◆ **Source information**:
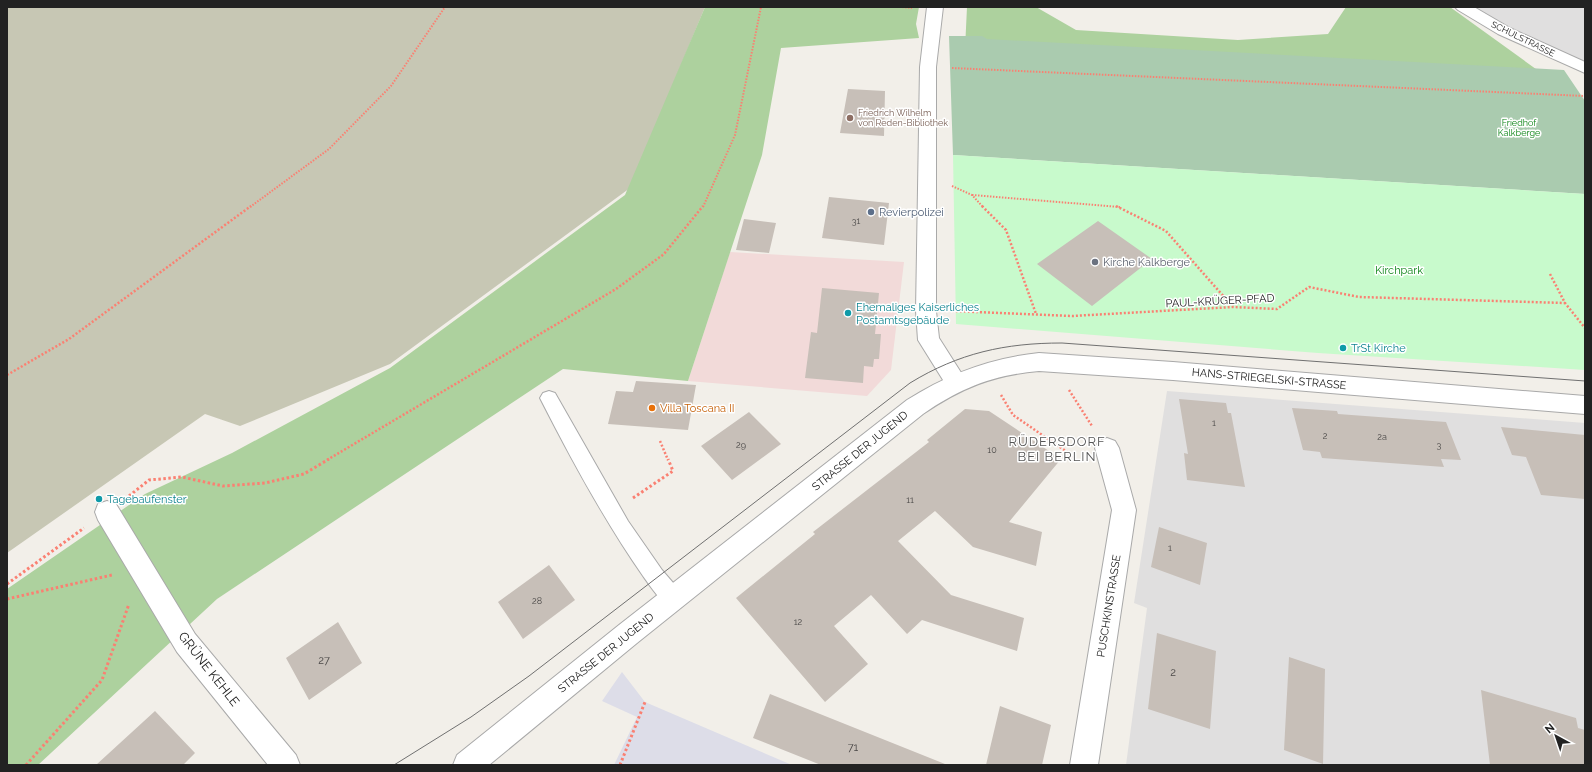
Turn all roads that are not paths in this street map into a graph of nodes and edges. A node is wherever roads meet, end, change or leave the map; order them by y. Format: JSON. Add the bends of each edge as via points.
{"nodes":[{"id":1,"x":935,"y":7,"type":"edge"},
{"id":2,"x":1463,"y":7,"type":"edge"},
{"id":3,"x":1585,"y":68,"type":"edge"},
{"id":4,"x":956,"y":382,"type":"junction"},
{"id":5,"x":549,"y":398,"type":"dead end"},
{"id":6,"x":1585,"y":405,"type":"edge"},
{"id":7,"x":1107,"y":448,"type":"road end"},
{"id":8,"x":107,"y":512,"type":"road end"},
{"id":9,"x":674,"y":599,"type":"junction"},
{"id":10,"x":286,"y":765,"type":"edge"},
{"id":11,"x":467,"y":765,"type":"edge"},
{"id":12,"x":1084,"y":765,"type":"edge"}],
"edges":[{"from":1,"to":4,"type":"street","via":[[928,67],[926,310],[929,340]]},
{"from":2,"to":3,"type":"street","name":"SCHULSTRASSE","via":[[1504,31]]},
{"from":4,"to":6,"type":"street","name":"HANS-STRIEGELSKI-STRASSE","via":[[984,371],[1018,363],[1039,362]]},
{"from":4,"to":9,"type":"street","name":"STRASSE DER JUGEND","via":[[942,388],[915,407]]},
{"from":5,"to":9,"type":"lane","via":[[612,511],[649,569]]},
{"from":7,"to":12,"type":"street","name":"PUSCHKINSTRASSE","via":[[1124,510]]},
{"from":8,"to":10,"type":"street","name":"GRÜNE KEHLE","via":[[186,643]]},
{"from":9,"to":11,"type":"street","name":"STRASSE DER JUGEND"}]}
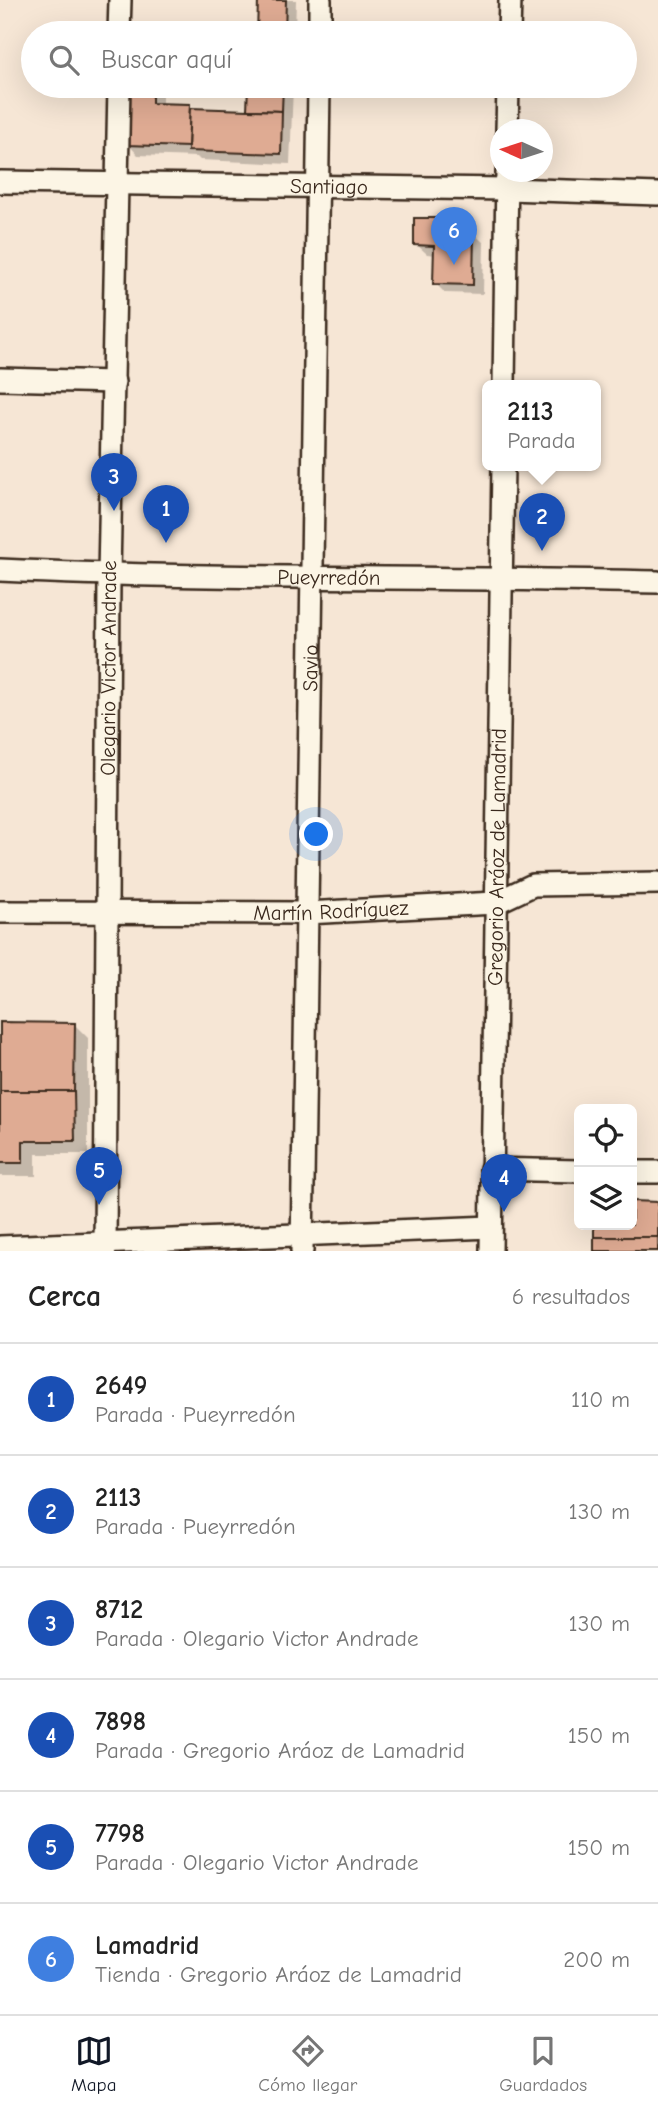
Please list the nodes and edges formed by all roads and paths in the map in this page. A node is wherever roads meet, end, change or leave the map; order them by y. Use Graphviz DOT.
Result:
graph roads {
  1 [pos="120,0"];
  2 [pos="320,0"];
  3 [pos="510,0"];
  4 [pos="119,21"];
  5 [pos="320,21"];
  6 [pos="509,21"];
  7 [pos="119,98"];
  8 [pos="319,98"];
  9 [pos="508,98"];
  10 [pos="508,119"];
  11 [pos="490,181"];
  12 [pos="0,182"];
  13 [pos="118,182"];
  14 [pos="507,182"];
  15 [pos="529,182"];
  16 [pos="318,187"];
  17 [pos="658,194"];
  18 [pos="0,379"];
  19 [pos="504,380"];
  20 [pos="114,382"];
  21 [pos="503,471"];
  22 [pos="0,570"];
  23 [pos="109,575"];
  24 [pos="312,578"];
  25 [pos="502,578"];
  26 [pos="658,582"];
  27 [pos="658,883"];
  28 [pos="495,903"];
  29 [pos="0,912"];
  30 [pos="108,913"];
  31 [pos="306,913"];
  32 [pos="491,1170"];
  33 [pos="574,1171"];
  34 [pos="637,1172"];
  35 [pos="658,1172"];
  36 [pos="491,1227"];
  37 [pos="302,1243"];
  38 [pos="0,1247"];
  39 [pos="105,1247"];
  40 [pos="491,1251"];
  1 -- 4 [label="street"];
  2 -- 5 [label="street"];
  3 -- 6 [label="street"];
  7 -- 13 [label="street, Olegario Victor Andrade"];
  8 -- 16 [label="street, Savio"];
  9 -- 10 [label="street"];
  11 -- 16 [label="street, Santiago"];
  12 -- 13 [label="street, Santiago"];
  13 -- 16 [label="street, Santiago"];
  13 -- 20 [label="street, Olegario Victor Andrade"];
  14 -- 19 [label="street"];
  15 -- 17 [label="street, Santiago"];
  16 -- 24 [label="street, Savio"];
  18 -- 20 [label="street"];
  20 -- 23 [label="street, Olegario Victor Andrade"];
  21 -- 25 [label="street, Gregorio Aráoz de Lamadrid"];
  22 -- 23 [label="street, Pueyrredón"];
  23 -- 24 [label="street, Pueyrredón"];
  23 -- 30 [label="street, Olegario Victor Andrade"];
  24 -- 25 [label="street, Pueyrredón"];
  24 -- 31 [label="street, Savio"];
  25 -- 26 [label="street, Pueyrredón"];
  25 -- 28 [label="street, Gregorio Aráoz de Lamadrid"];
  27 -- 28 [label="street, Martín Rodríguez"];
  28 -- 31 [label="street, Martín Rodríguez"];
  28 -- 32 [label="street, Gregorio Aráoz de Lamadrid"];
  29 -- 30 [label="street, Martín Rodríguez"];
  30 -- 31 [label="street, Martín Rodríguez"];
  30 -- 39 [label="street, Olegario Victor Andrade"];
  31 -- 37 [label="street, Savio"];
  32 -- 33 [label="street"];
  32 -- 36 [label="street, Gregorio Aráoz de Lamadrid"];
  34 -- 35 [label="street"];
  36 -- 37 [label="street"];
  36 -- 40 [label="street, Gregorio Aráoz de Lamadrid"];
  37 -- 39 [label="street"];
  38 -- 39 [label="street"];
}
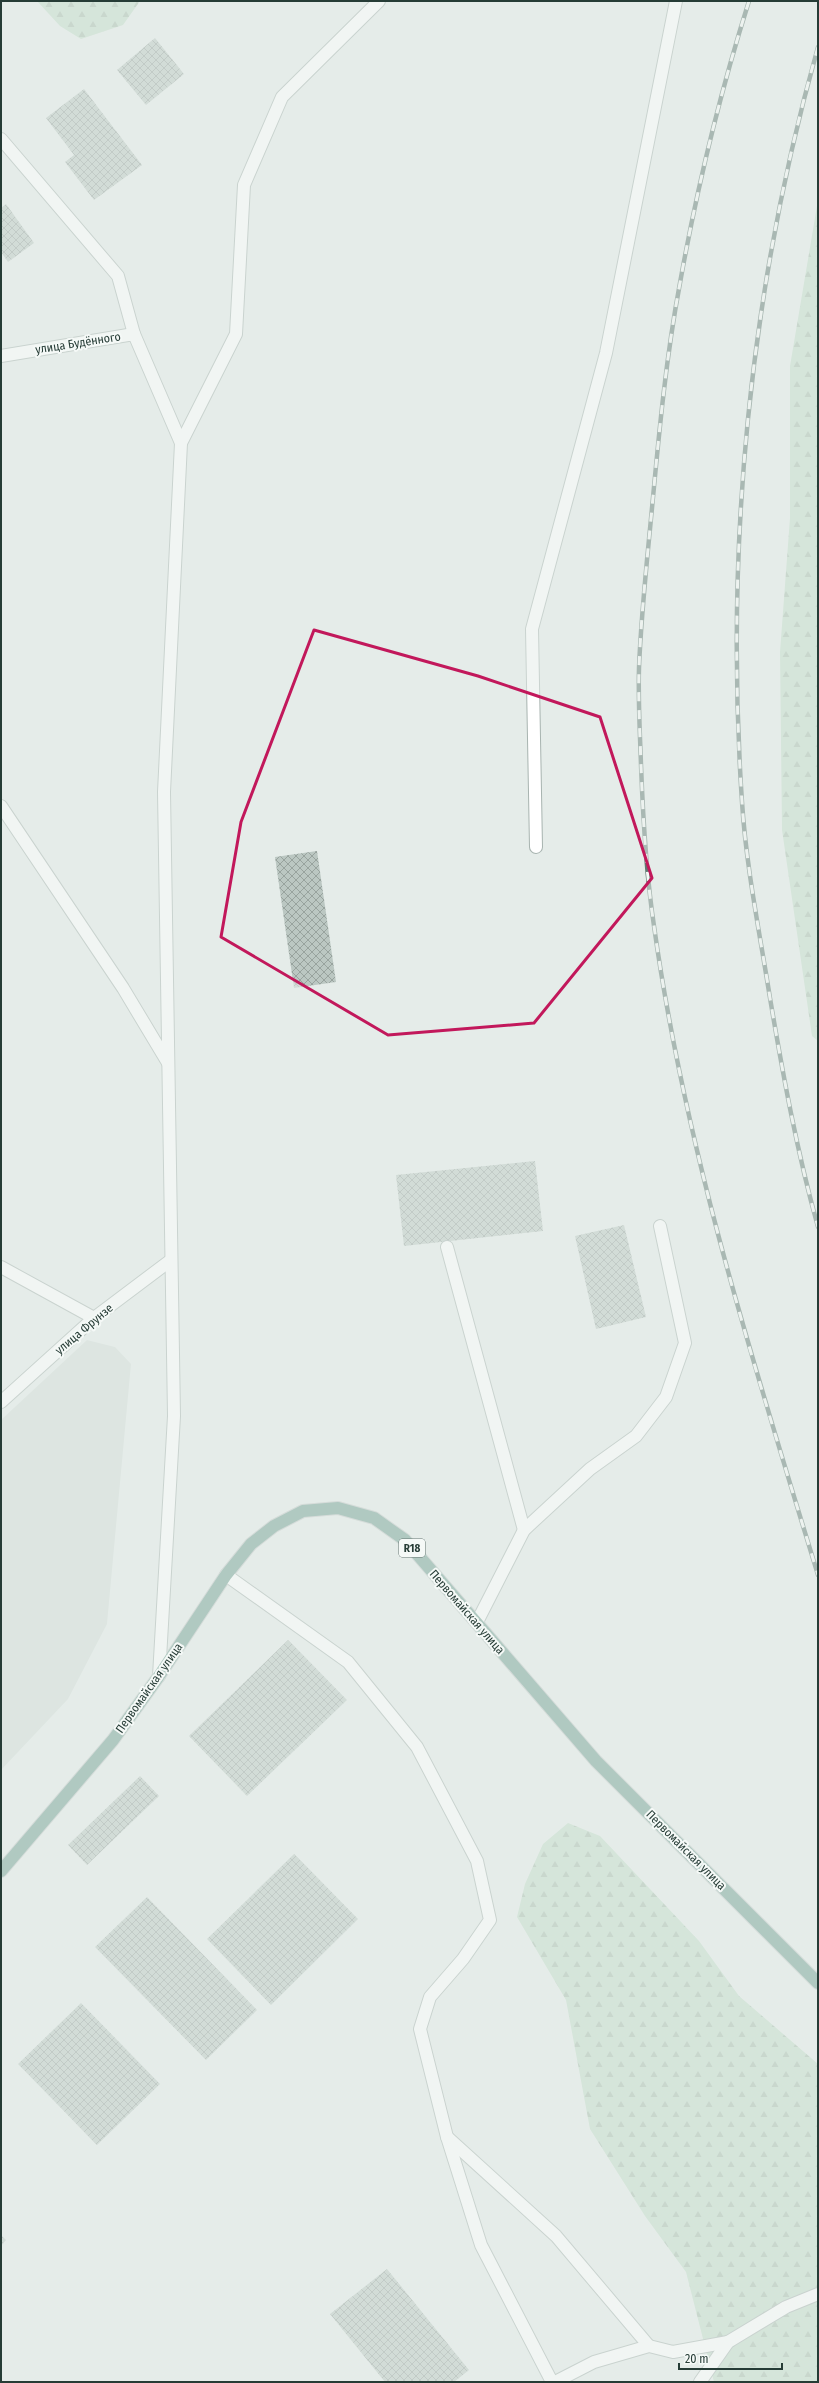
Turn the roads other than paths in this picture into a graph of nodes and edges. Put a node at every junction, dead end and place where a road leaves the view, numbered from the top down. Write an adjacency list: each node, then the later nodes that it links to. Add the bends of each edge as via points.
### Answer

◆ **Task to carry out**: Transcribe the records above exactly, without images.

◆ **Solved exercise**:
Turn all roads that are not paths in this street map into a graph of nodes and edges. A node is wherever roads meet, end, change or leave the map; order them by y. Format: JSON. Add the bends of each edge as via points.
{"nodes":[{"id":1,"x":935,"y":7,"type":"edge"},
{"id":2,"x":1463,"y":7,"type":"edge"},
{"id":3,"x":1585,"y":68,"type":"edge"},
{"id":4,"x":956,"y":382,"type":"junction"},
{"id":5,"x":549,"y":398,"type":"dead end"},
{"id":6,"x":1585,"y":405,"type":"edge"},
{"id":7,"x":1107,"y":448,"type":"road end"},
{"id":8,"x":107,"y":512,"type":"road end"},
{"id":9,"x":674,"y":599,"type":"junction"},
{"id":10,"x":286,"y":765,"type":"edge"},
{"id":11,"x":467,"y":765,"type":"edge"},
{"id":12,"x":1084,"y":765,"type":"edge"}],
"edges":[{"from":1,"to":4,"type":"street","via":[[928,67],[926,310],[929,340]]},
{"from":2,"to":3,"type":"street","name":"SCHULSTRASSE","via":[[1504,31]]},
{"from":4,"to":6,"type":"street","name":"HANS-STRIEGELSKI-STRASSE","via":[[984,371],[1018,363],[1039,362]]},
{"from":4,"to":9,"type":"street","name":"STRASSE DER JUGEND","via":[[942,388],[915,407]]},
{"from":5,"to":9,"type":"lane","via":[[612,511],[649,569]]},
{"from":7,"to":12,"type":"street","name":"PUSCHKINSTRASSE","via":[[1124,510]]},
{"from":8,"to":10,"type":"street","name":"GRÜNE KEHLE","via":[[186,643]]},
{"from":9,"to":11,"type":"street","name":"STRASSE DER JUGEND"}]}
Please list the nodes and edges formed by all roads and paths in the map in this page. A node is wherever roads meet, end, change or leave the map; order them by y. Use Graphviz DOT.
Result:
graph roads {
  1 [pos="120,0"];
  2 [pos="320,0"];
  3 [pos="510,0"];
  4 [pos="119,21"];
  5 [pos="320,21"];
  6 [pos="509,21"];
  7 [pos="119,98"];
  8 [pos="319,98"];
  9 [pos="508,98"];
  10 [pos="508,119"];
  11 [pos="490,181"];
  12 [pos="0,182"];
  13 [pos="118,182"];
  14 [pos="507,182"];
  15 [pos="529,182"];
  16 [pos="318,187"];
  17 [pos="658,194"];
  18 [pos="0,379"];
  19 [pos="504,380"];
  20 [pos="114,382"];
  21 [pos="503,471"];
  22 [pos="0,570"];
  23 [pos="109,575"];
  24 [pos="312,578"];
  25 [pos="502,578"];
  26 [pos="658,582"];
  27 [pos="658,883"];
  28 [pos="495,903"];
  29 [pos="0,912"];
  30 [pos="108,913"];
  31 [pos="306,913"];
  32 [pos="491,1170"];
  33 [pos="574,1171"];
  34 [pos="637,1172"];
  35 [pos="658,1172"];
  36 [pos="491,1227"];
  37 [pos="302,1243"];
  38 [pos="0,1247"];
  39 [pos="105,1247"];
  40 [pos="491,1251"];
  1 -- 4 [label="street"];
  2 -- 5 [label="street"];
  3 -- 6 [label="street"];
  7 -- 13 [label="street, Olegario Victor Andrade"];
  8 -- 16 [label="street, Savio"];
  9 -- 10 [label="street"];
  11 -- 16 [label="street, Santiago"];
  12 -- 13 [label="street, Santiago"];
  13 -- 16 [label="street, Santiago"];
  13 -- 20 [label="street, Olegario Victor Andrade"];
  14 -- 19 [label="street"];
  15 -- 17 [label="street, Santiago"];
  16 -- 24 [label="street, Savio"];
  18 -- 20 [label="street"];
  20 -- 23 [label="street, Olegario Victor Andrade"];
  21 -- 25 [label="street, Gregorio Aráoz de Lamadrid"];
  22 -- 23 [label="street, Pueyrredón"];
  23 -- 24 [label="street, Pueyrredón"];
  23 -- 30 [label="street, Olegario Victor Andrade"];
  24 -- 25 [label="street, Pueyrredón"];
  24 -- 31 [label="street, Savio"];
  25 -- 26 [label="street, Pueyrredón"];
  25 -- 28 [label="street, Gregorio Aráoz de Lamadrid"];
  27 -- 28 [label="street, Martín Rodríguez"];
  28 -- 31 [label="street, Martín Rodríguez"];
  28 -- 32 [label="street, Gregorio Aráoz de Lamadrid"];
  29 -- 30 [label="street, Martín Rodríguez"];
  30 -- 31 [label="street, Martín Rodríguez"];
  30 -- 39 [label="street, Olegario Victor Andrade"];
  31 -- 37 [label="street, Savio"];
  32 -- 33 [label="street"];
  32 -- 36 [label="street, Gregorio Aráoz de Lamadrid"];
  34 -- 35 [label="street"];
  36 -- 37 [label="street"];
  36 -- 40 [label="street, Gregorio Aráoz de Lamadrid"];
  37 -- 39 [label="street"];
  38 -- 39 [label="street"];
}
Turn the roads other than paths in this picture into a graph of nodes and edges. Put a node at every junction, dead end and place where a road leaves the view, numbered from the top down. Write an adjacency list: each node, then the later nodes that it links to. Add the bends of each edge as via points.
### Answer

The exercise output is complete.